__Input records__
####
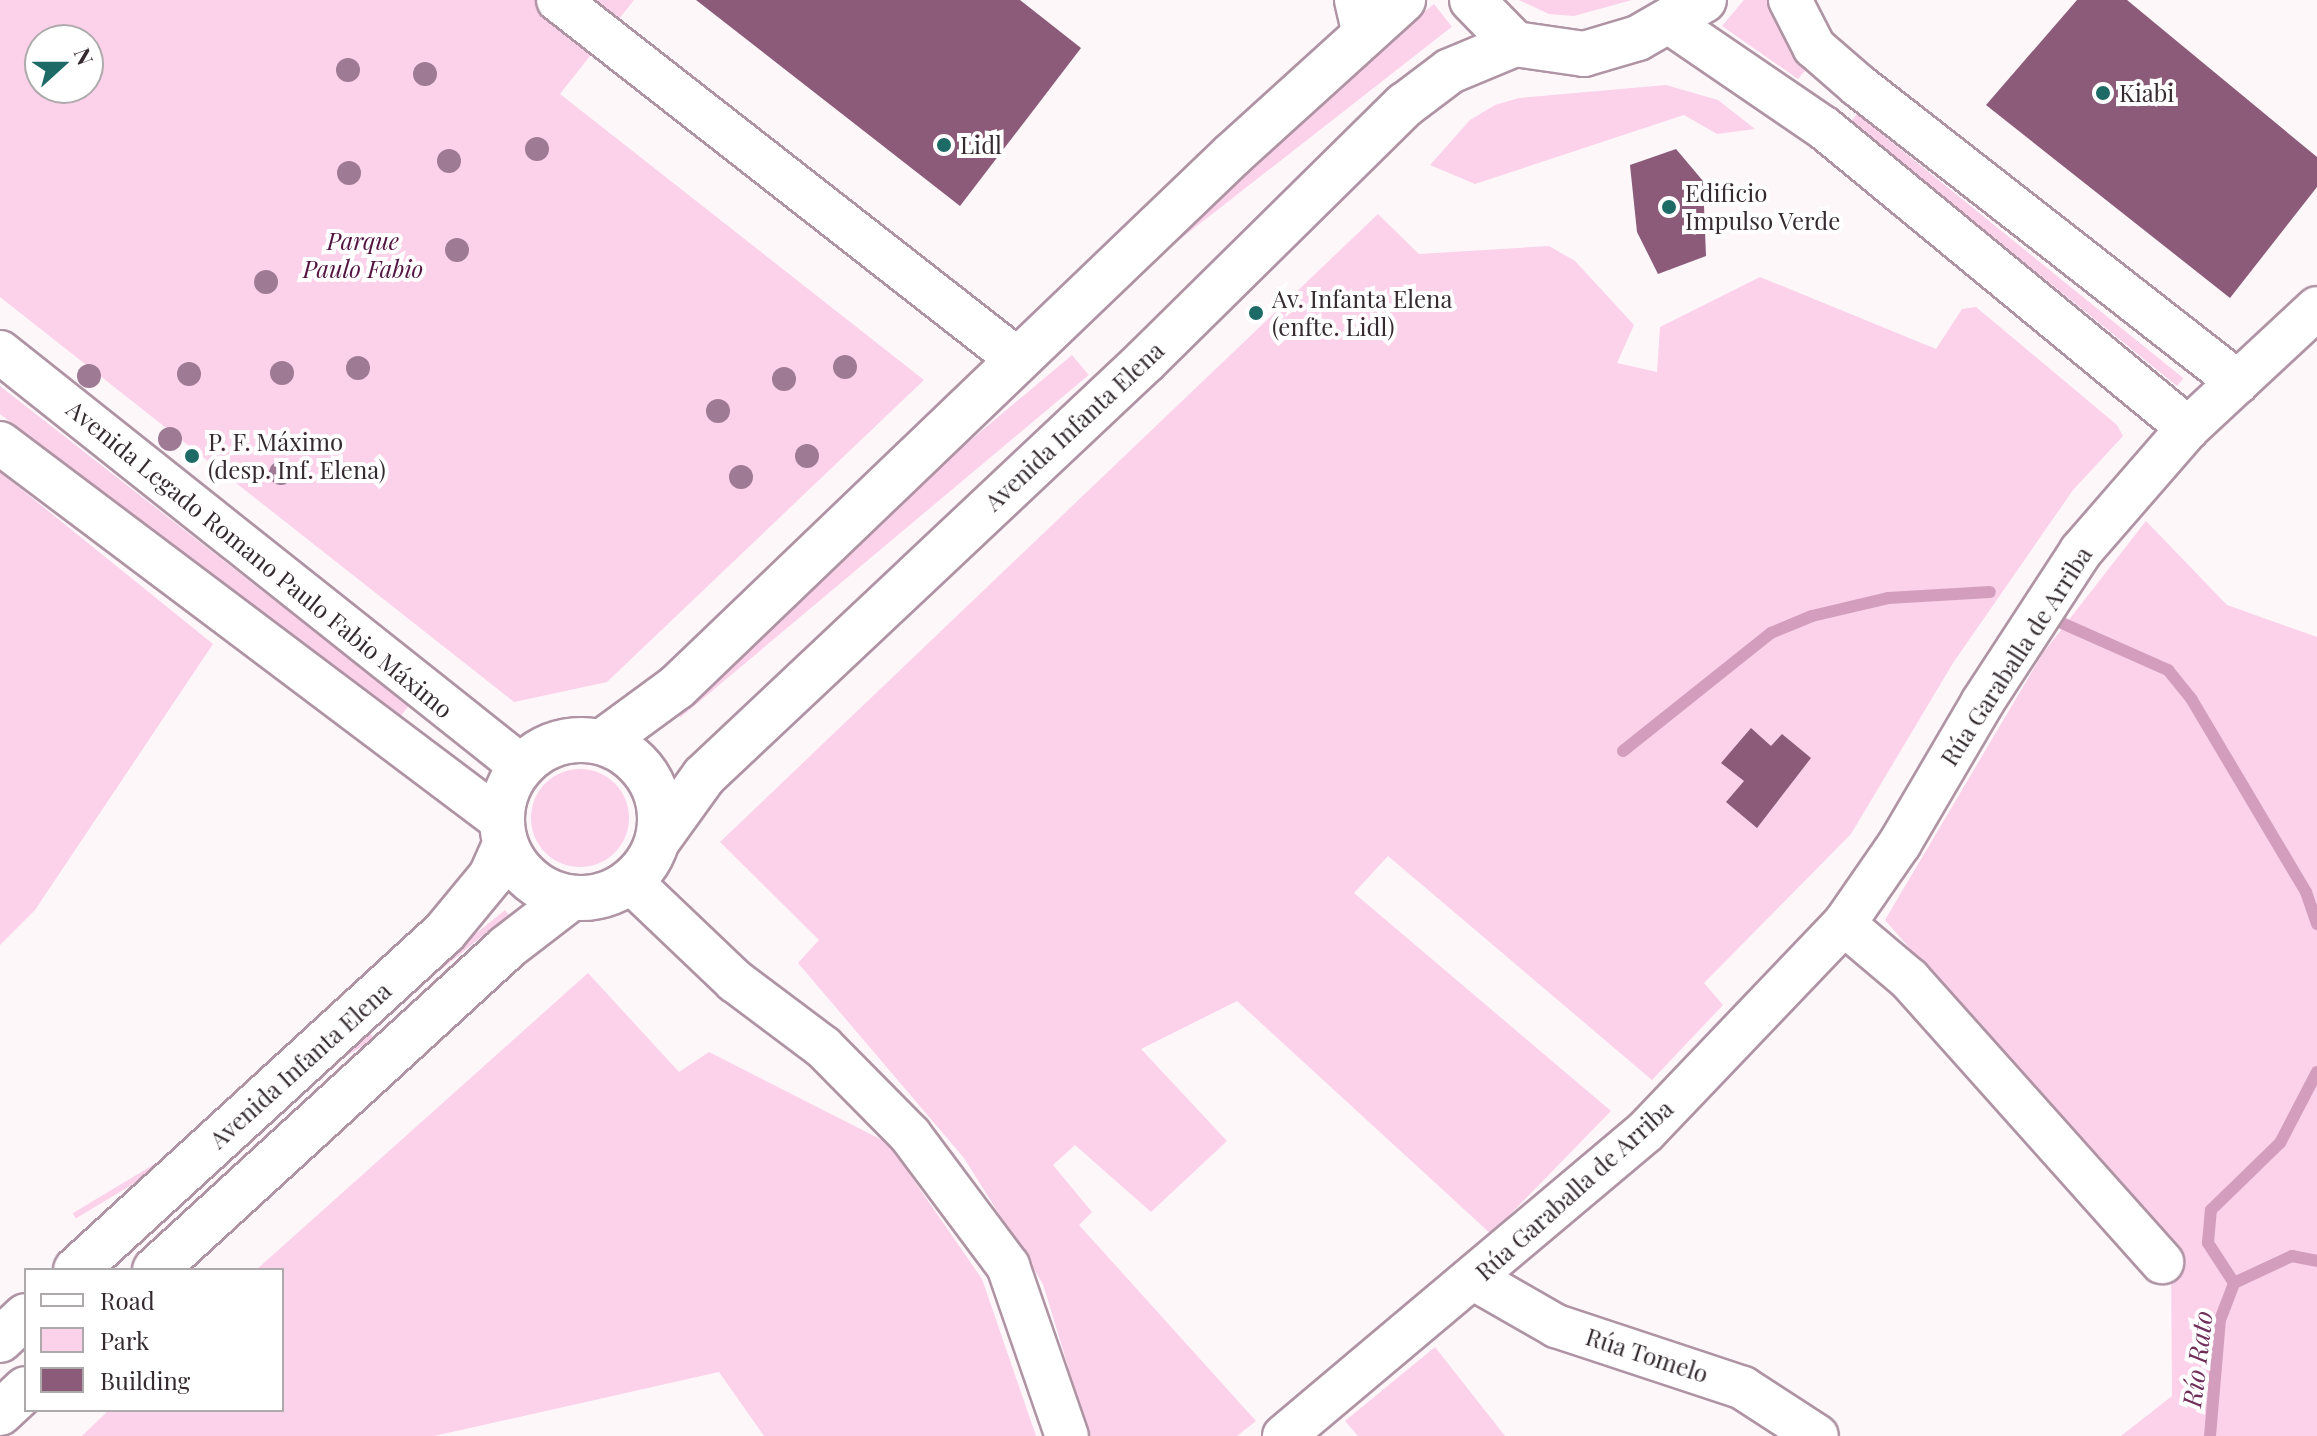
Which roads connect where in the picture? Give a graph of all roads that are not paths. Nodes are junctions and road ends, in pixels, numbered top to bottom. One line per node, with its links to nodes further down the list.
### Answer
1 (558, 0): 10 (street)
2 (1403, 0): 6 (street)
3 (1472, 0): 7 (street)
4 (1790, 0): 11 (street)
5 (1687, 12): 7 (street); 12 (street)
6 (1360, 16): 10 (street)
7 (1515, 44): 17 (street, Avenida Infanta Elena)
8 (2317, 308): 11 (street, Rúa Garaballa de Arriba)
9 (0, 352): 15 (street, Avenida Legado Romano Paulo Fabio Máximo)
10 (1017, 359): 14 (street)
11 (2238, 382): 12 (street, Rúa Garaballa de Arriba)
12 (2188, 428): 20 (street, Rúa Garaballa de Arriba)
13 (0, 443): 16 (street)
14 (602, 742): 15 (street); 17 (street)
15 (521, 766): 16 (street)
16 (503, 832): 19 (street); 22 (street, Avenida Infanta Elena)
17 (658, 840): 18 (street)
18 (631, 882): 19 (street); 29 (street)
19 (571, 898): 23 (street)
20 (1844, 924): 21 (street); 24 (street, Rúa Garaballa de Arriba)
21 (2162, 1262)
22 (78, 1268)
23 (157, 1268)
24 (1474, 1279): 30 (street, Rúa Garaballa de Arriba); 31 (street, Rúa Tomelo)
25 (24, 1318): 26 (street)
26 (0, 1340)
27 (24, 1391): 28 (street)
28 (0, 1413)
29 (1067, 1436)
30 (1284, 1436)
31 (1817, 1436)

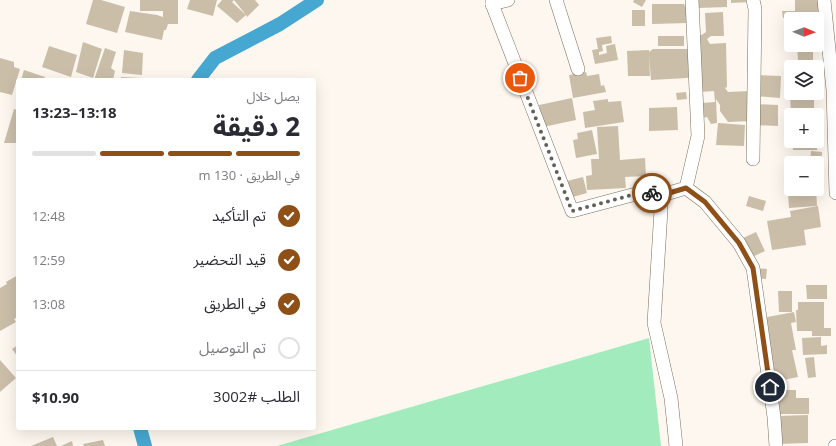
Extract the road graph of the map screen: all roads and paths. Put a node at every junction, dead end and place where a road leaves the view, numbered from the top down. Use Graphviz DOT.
####
__Work item__
I would like the data copied exactly as it stands, with no pictures included.

__Completed exercise__
Which roads connect where in the picture? Give a graph of all roads that are not paths. Nodes are junctions and road ends, in pixels, numbered top to bottom. One line per node, with its links to nodes further down the list.
### Answer
1 (558, 0): 10 (street)
2 (1403, 0): 6 (street)
3 (1472, 0): 7 (street)
4 (1790, 0): 11 (street)
5 (1687, 12): 7 (street); 12 (street)
6 (1360, 16): 10 (street)
7 (1515, 44): 17 (street, Avenida Infanta Elena)
8 (2317, 308): 11 (street, Rúa Garaballa de Arriba)
9 (0, 352): 15 (street, Avenida Legado Romano Paulo Fabio Máximo)
10 (1017, 359): 14 (street)
11 (2238, 382): 12 (street, Rúa Garaballa de Arriba)
12 (2188, 428): 20 (street, Rúa Garaballa de Arriba)
13 (0, 443): 16 (street)
14 (602, 742): 15 (street); 17 (street)
15 (521, 766): 16 (street)
16 (503, 832): 19 (street); 22 (street, Avenida Infanta Elena)
17 (658, 840): 18 (street)
18 (631, 882): 19 (street); 29 (street)
19 (571, 898): 23 (street)
20 (1844, 924): 21 (street); 24 (street, Rúa Garaballa de Arriba)
21 (2162, 1262)
22 (78, 1268)
23 (157, 1268)
24 (1474, 1279): 30 (street, Rúa Garaballa de Arriba); 31 (street, Rúa Tomelo)
25 (24, 1318): 26 (street)
26 (0, 1340)
27 (24, 1391): 28 (street)
28 (0, 1413)
29 (1067, 1436)
30 (1284, 1436)
31 (1817, 1436)

Extract the road graph of the map screen: all roads and paths. Put a node at every junction, dead end and place where a road leaves the view, numbered from the top down. Use Graphviz DOT.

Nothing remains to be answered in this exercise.